Exact reproduction of every record is required, and pictures are to be excluded.

──────── Data for the task

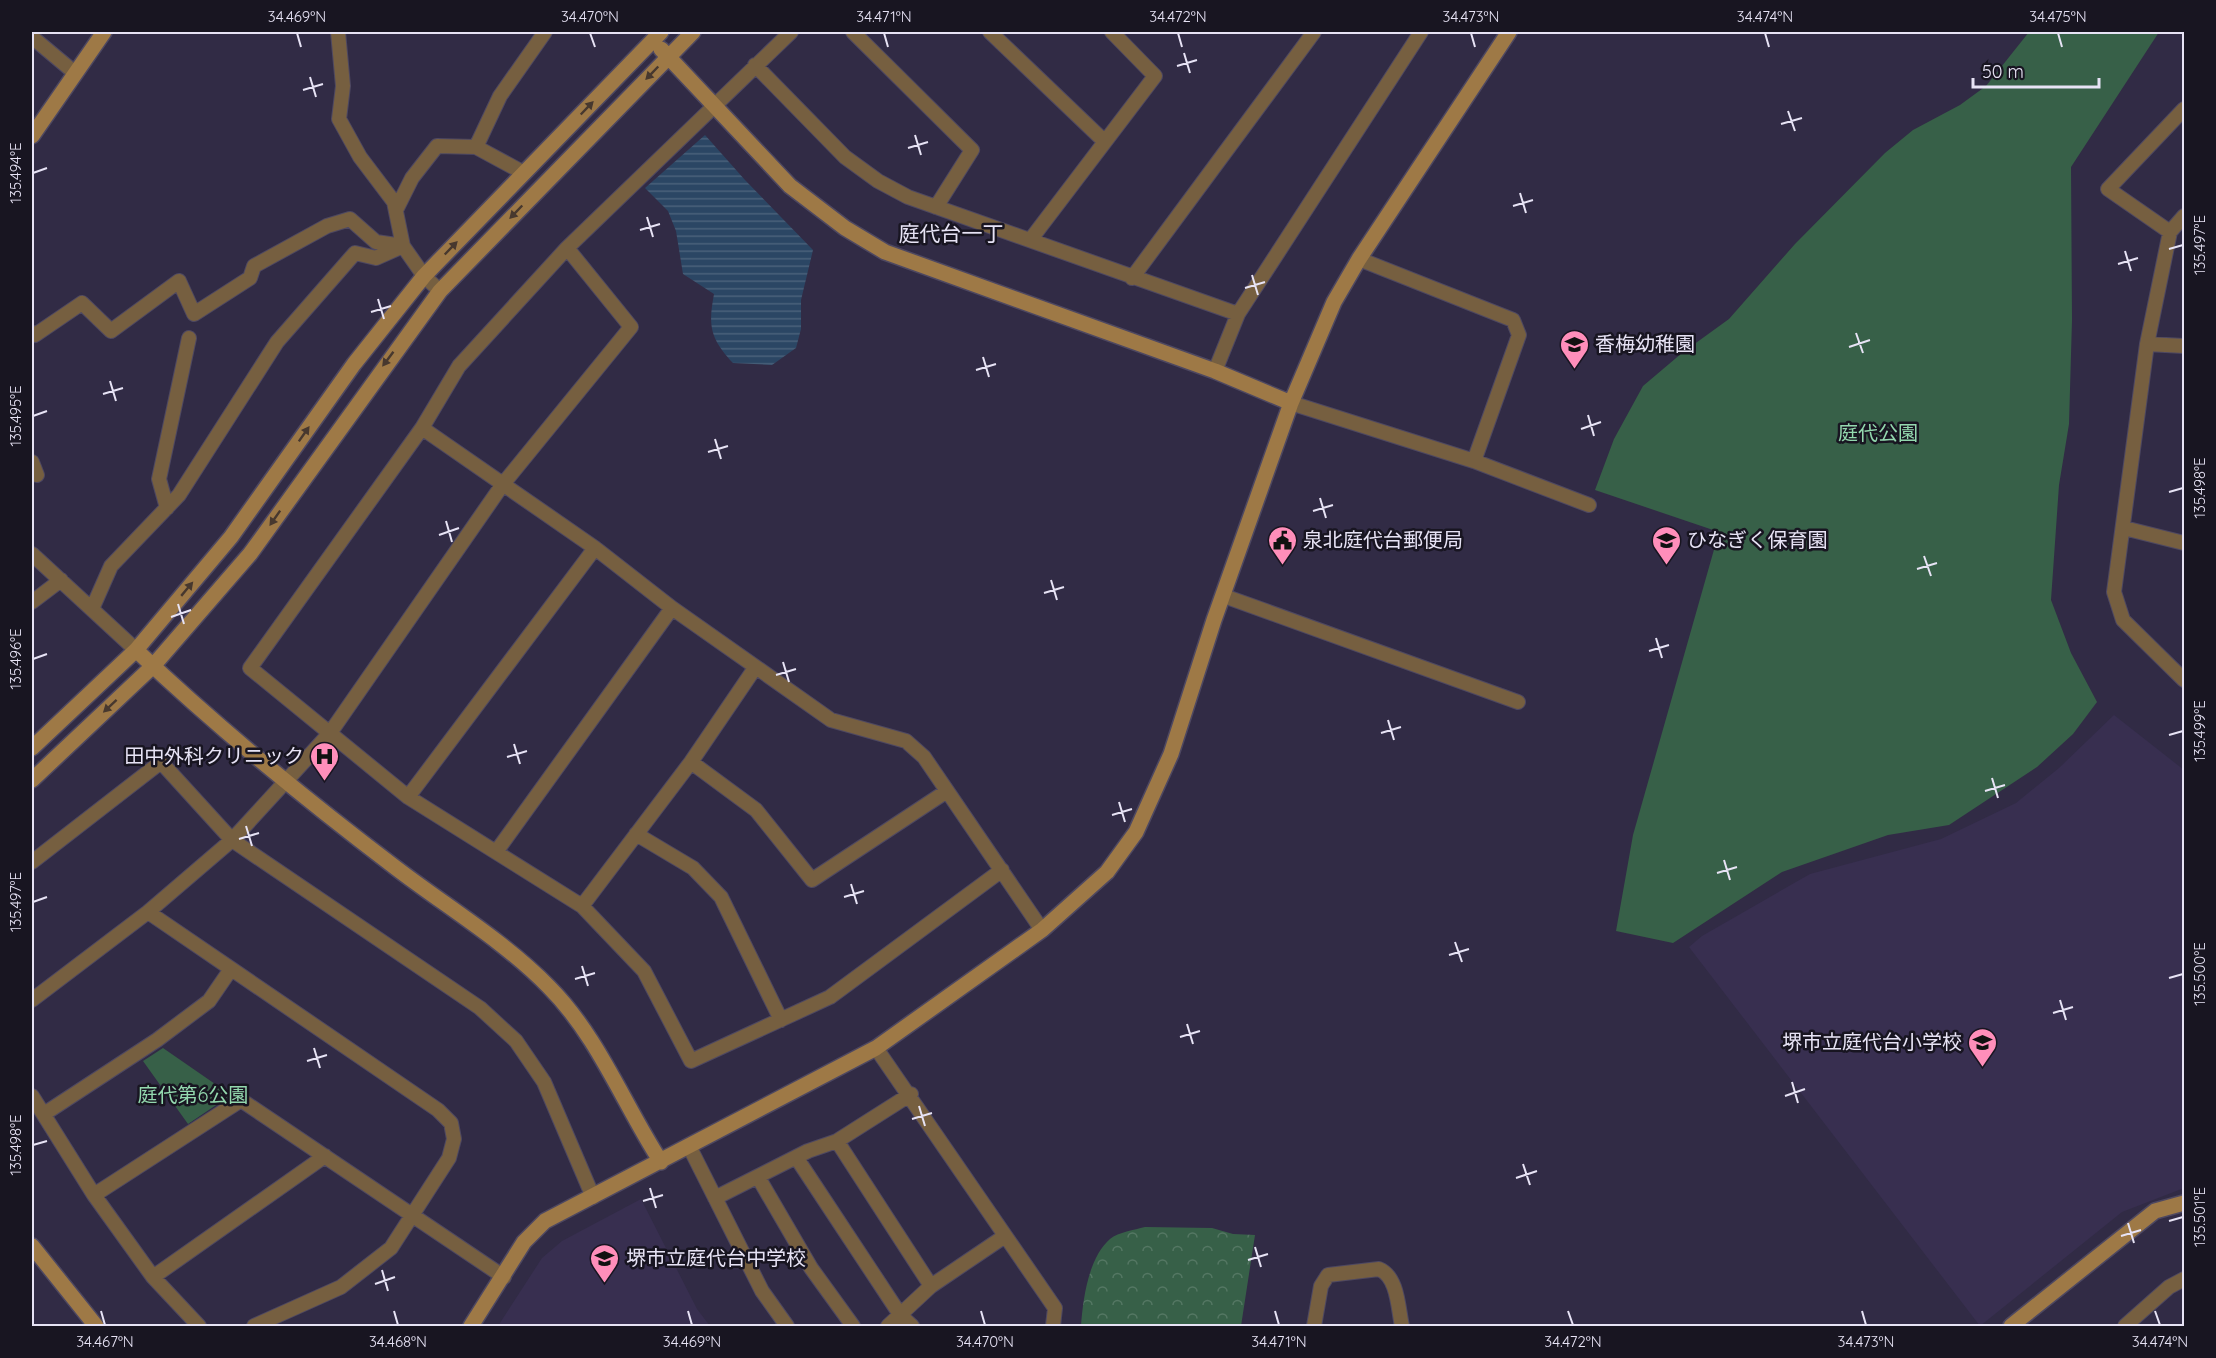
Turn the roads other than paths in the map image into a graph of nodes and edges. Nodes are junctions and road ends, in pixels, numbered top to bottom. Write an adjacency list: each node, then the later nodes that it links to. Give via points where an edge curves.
1 (104, 32): 16 (street)
2 (338, 32): 24 (street, via 343,86 339,119)
3 (545, 32): 21 (street, via 500,96)
4 (693, 32): 14 (street)
5 (790, 32): 15 (street)
6 (853, 32): 23 (street, via 972,150)
7 (990, 32): 20 (street)
8 (1112, 32): 20 (street, via 1155,76)
9 (1314, 32): 32 (street)
10 (1421, 32): 34 (street)
11 (1509, 32): 30 (street)
12 (657, 36): 14 (street); 22 (street, one-way to 12)
13 (32, 37): 16 (street)
14 (668, 56): 17 (street); 33 (street, one-way to 33)
15 (755, 65): 17 (street); 23 (street, via 845,158 878,181)
16 (75, 73): 19 (street)
17 (713, 107): 29 (street); 39 (street, via 790,186 845,228 885,252)
18 (2184, 109): 26 (street, via 2108,189)
19 (32, 136)
20 (1104, 141): 27 (street)
21 (476, 147): 22 (street); 24 (street, via 437,146 412,178)
22 (524, 173): 31 (street, one-way to 22)
23 (936, 207): 27 (street)
24 (396, 210): 28 (street)
25 (2184, 216): 26 (street)
26 (2170, 232): 37 (street)
27 (1030, 239): 32 (street)
28 (403, 246): 31 (street); 35 (street, via 376,242 350,219 327,226 254,266 250,278 194,314 179,281 111,331 82,303 35,335); 45 (street, via 376,258 355,253 277,342)
29 (567, 248): 41 (street, via 459,366); 43 (street, via 631,327)
30 (1359, 259): 40 (street, via 1334,302); 42 (street, via 1513,320 1519,335)
31 (424, 276): 33 (street); 55 (street, one-way to 31, via 231,537 354,364)
32 (1132, 278): 34 (street)
33 (440, 291): 56 (street, one-way to 56, via 250,554)
34 (1238, 314): 39 (street)
35 (32, 333)
36 (189, 338): 45 (street, via 159,479)
37 (2147, 344): 38 (street); 46 (street)
38 (2184, 346)
39 (1215, 371): 40 (street)
40 (1291, 403): 42 (street); 51 (street)
41 (422, 428): 43 (street); 60 (street, via 250,668)
42 (1474, 461): 44 (street)
43 (503, 484): 48 (street); 60 (street)
44 (1589, 505)
45 (167, 508): 54 (street, via 111,566)
46 (2124, 528): 47 (street); 58 (street, via 2114,592 2122,620)
47 (2184, 543)
48 (595, 548): 53 (street); 66 (street)
49 (32, 554): 50 (street)
50 (61, 580): 52 (street); 54 (street)
51 (1224, 596): 59 (street); 74 (street, via 1171,754 1136,832 1107,872)
52 (32, 602)
53 (672, 608): 57 (street); 69 (street)
54 (92, 609): 55 (street)
55 (136, 650): 56 (street); 61 (street)
56 (153, 666): 63 (street, one-way to 63); 64 (street)
57 (755, 668): 62 (street); 65 (street, via 831,720 906,741 924,757)
58 (2184, 680)
59 (1518, 702)
60 (330, 733): 64 (street); 66 (street)
61 (32, 748)
62 (691, 762): 65 (street, via 756,810 812,880); 67 (street)
63 (32, 780)
64 (285, 784): 68 (street); 86 (street, via 498,941 550,988 597,1050)
65 (947, 791): 71 (street)
66 (408, 797): 69 (street)
67 (636, 834): 72 (street); 77 (street, via 693,868 721,897)
68 (232, 840): 70 (street, via 161,762); 73 (street); 89 (street, via 480,1008 516,1041 544,1082)
69 (496, 852): 72 (street)
70 (32, 862)
71 (1002, 870): 74 (street); 77 (street, via 830,997)
72 (582, 906): 77 (street, via 644,971 691,1061)
73 (148, 912): 75 (street); 76 (street)
74 (1042, 930): 78 (street)
75 (231, 969): 81 (street, via 209,1001); 92 (street, via 438,1110 451,1123 454,1139 449,1158)
76 (32, 1000)
77 (781, 1020)
78 (876, 1048): 79 (street); 83 (street)
79 (911, 1094): 82 (street); 93 (street)
80 (32, 1096): 81 (street)
81 (44, 1114): 88 (street)
82 (837, 1142): 85 (street); 98 (street)
83 (689, 1146): 86 (street); 90 (street)
84 (326, 1156): 88 (street, via 242,1100); 92 (street); 96 (street)
85 (796, 1157): 87 (street); 99 (street)
86 (661, 1162): 89 (street)
87 (758, 1176): 90 (street); 105 (street, via 812,1268)
88 (94, 1195): 96 (street)
89 (593, 1197): 95 (street, via 545,1221 524,1242)
90 (716, 1198): 104 (street, via 762,1291)
91 (2184, 1203): 111 (street, via 2155,1211)
92 (412, 1216): 95 (street); 102 (street, via 391,1248 341,1287)
93 (1005, 1236): 98 (street); 108 (street, via 1055,1308)
94 (32, 1246): 100 (street)
95 (504, 1277): 103 (street)
96 (153, 1278): 101 (street)
97 (2184, 1279): 112 (street, via 2169,1287)
98 (931, 1286): 99 (street)
99 (901, 1316): 106 (street); 107 (street)
100 (96, 1326)
101 (199, 1326)
102 (254, 1326)
103 (471, 1326)
104 (787, 1326)
105 (853, 1326)
106 (888, 1326)
107 (912, 1326)
108 (1053, 1326)
109 (1314, 1326): 110 (street, via 1321,1286 1328,1275 1379,1269 1392,1280)
110 (1402, 1326)
111 (2011, 1326)
112 (2125, 1326)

────────────────

* _Answer below_:
Turn the roads other than paths in the map image into a graph of nodes and edges. Nodes are junctions and road ends, in pixels, numbered top to bottom. Write an adjacency list: each node, then the later nodes that it links to. Give via points where an edge curves.
1 (104, 32): 16 (street)
2 (338, 32): 24 (street, via 343,86 339,119)
3 (545, 32): 21 (street, via 500,96)
4 (693, 32): 14 (street)
5 (790, 32): 15 (street)
6 (853, 32): 23 (street, via 972,150)
7 (990, 32): 20 (street)
8 (1112, 32): 20 (street, via 1155,76)
9 (1314, 32): 32 (street)
10 (1421, 32): 34 (street)
11 (1509, 32): 30 (street)
12 (657, 36): 14 (street); 22 (street, one-way to 12)
13 (32, 37): 16 (street)
14 (668, 56): 17 (street); 33 (street, one-way to 33)
15 (755, 65): 17 (street); 23 (street, via 845,158 878,181)
16 (75, 73): 19 (street)
17 (713, 107): 29 (street); 39 (street, via 790,186 845,228 885,252)
18 (2184, 109): 26 (street, via 2108,189)
19 (32, 136)
20 (1104, 141): 27 (street)
21 (476, 147): 22 (street); 24 (street, via 437,146 412,178)
22 (524, 173): 31 (street, one-way to 22)
23 (936, 207): 27 (street)
24 (396, 210): 28 (street)
25 (2184, 216): 26 (street)
26 (2170, 232): 37 (street)
27 (1030, 239): 32 (street)
28 (403, 246): 31 (street); 35 (street, via 376,242 350,219 327,226 254,266 250,278 194,314 179,281 111,331 82,303 35,335); 45 (street, via 376,258 355,253 277,342)
29 (567, 248): 41 (street, via 459,366); 43 (street, via 631,327)
30 (1359, 259): 40 (street, via 1334,302); 42 (street, via 1513,320 1519,335)
31 (424, 276): 33 (street); 55 (street, one-way to 31, via 231,537 354,364)
32 (1132, 278): 34 (street)
33 (440, 291): 56 (street, one-way to 56, via 250,554)
34 (1238, 314): 39 (street)
35 (32, 333)
36 (189, 338): 45 (street, via 159,479)
37 (2147, 344): 38 (street); 46 (street)
38 (2184, 346)
39 (1215, 371): 40 (street)
40 (1291, 403): 42 (street); 51 (street)
41 (422, 428): 43 (street); 60 (street, via 250,668)
42 (1474, 461): 44 (street)
43 (503, 484): 48 (street); 60 (street)
44 (1589, 505)
45 (167, 508): 54 (street, via 111,566)
46 (2124, 528): 47 (street); 58 (street, via 2114,592 2122,620)
47 (2184, 543)
48 (595, 548): 53 (street); 66 (street)
49 (32, 554): 50 (street)
50 (61, 580): 52 (street); 54 (street)
51 (1224, 596): 59 (street); 74 (street, via 1171,754 1136,832 1107,872)
52 (32, 602)
53 (672, 608): 57 (street); 69 (street)
54 (92, 609): 55 (street)
55 (136, 650): 56 (street); 61 (street)
56 (153, 666): 63 (street, one-way to 63); 64 (street)
57 (755, 668): 62 (street); 65 (street, via 831,720 906,741 924,757)
58 (2184, 680)
59 (1518, 702)
60 (330, 733): 64 (street); 66 (street)
61 (32, 748)
62 (691, 762): 65 (street, via 756,810 812,880); 67 (street)
63 (32, 780)
64 (285, 784): 68 (street); 86 (street, via 498,941 550,988 597,1050)
65 (947, 791): 71 (street)
66 (408, 797): 69 (street)
67 (636, 834): 72 (street); 77 (street, via 693,868 721,897)
68 (232, 840): 70 (street, via 161,762); 73 (street); 89 (street, via 480,1008 516,1041 544,1082)
69 (496, 852): 72 (street)
70 (32, 862)
71 (1002, 870): 74 (street); 77 (street, via 830,997)
72 (582, 906): 77 (street, via 644,971 691,1061)
73 (148, 912): 75 (street); 76 (street)
74 (1042, 930): 78 (street)
75 (231, 969): 81 (street, via 209,1001); 92 (street, via 438,1110 451,1123 454,1139 449,1158)
76 (32, 1000)
77 (781, 1020)
78 (876, 1048): 79 (street); 83 (street)
79 (911, 1094): 82 (street); 93 (street)
80 (32, 1096): 81 (street)
81 (44, 1114): 88 (street)
82 (837, 1142): 85 (street); 98 (street)
83 (689, 1146): 86 (street); 90 (street)
84 (326, 1156): 88 (street, via 242,1100); 92 (street); 96 (street)
85 (796, 1157): 87 (street); 99 (street)
86 (661, 1162): 89 (street)
87 (758, 1176): 90 (street); 105 (street, via 812,1268)
88 (94, 1195): 96 (street)
89 (593, 1197): 95 (street, via 545,1221 524,1242)
90 (716, 1198): 104 (street, via 762,1291)
91 (2184, 1203): 111 (street, via 2155,1211)
92 (412, 1216): 95 (street); 102 (street, via 391,1248 341,1287)
93 (1005, 1236): 98 (street); 108 (street, via 1055,1308)
94 (32, 1246): 100 (street)
95 (504, 1277): 103 (street)
96 (153, 1278): 101 (street)
97 (2184, 1279): 112 (street, via 2169,1287)
98 (931, 1286): 99 (street)
99 (901, 1316): 106 (street); 107 (street)
100 (96, 1326)
101 (199, 1326)
102 (254, 1326)
103 (471, 1326)
104 (787, 1326)
105 (853, 1326)
106 (888, 1326)
107 (912, 1326)
108 (1053, 1326)
109 (1314, 1326): 110 (street, via 1321,1286 1328,1275 1379,1269 1392,1280)
110 (1402, 1326)
111 (2011, 1326)
112 (2125, 1326)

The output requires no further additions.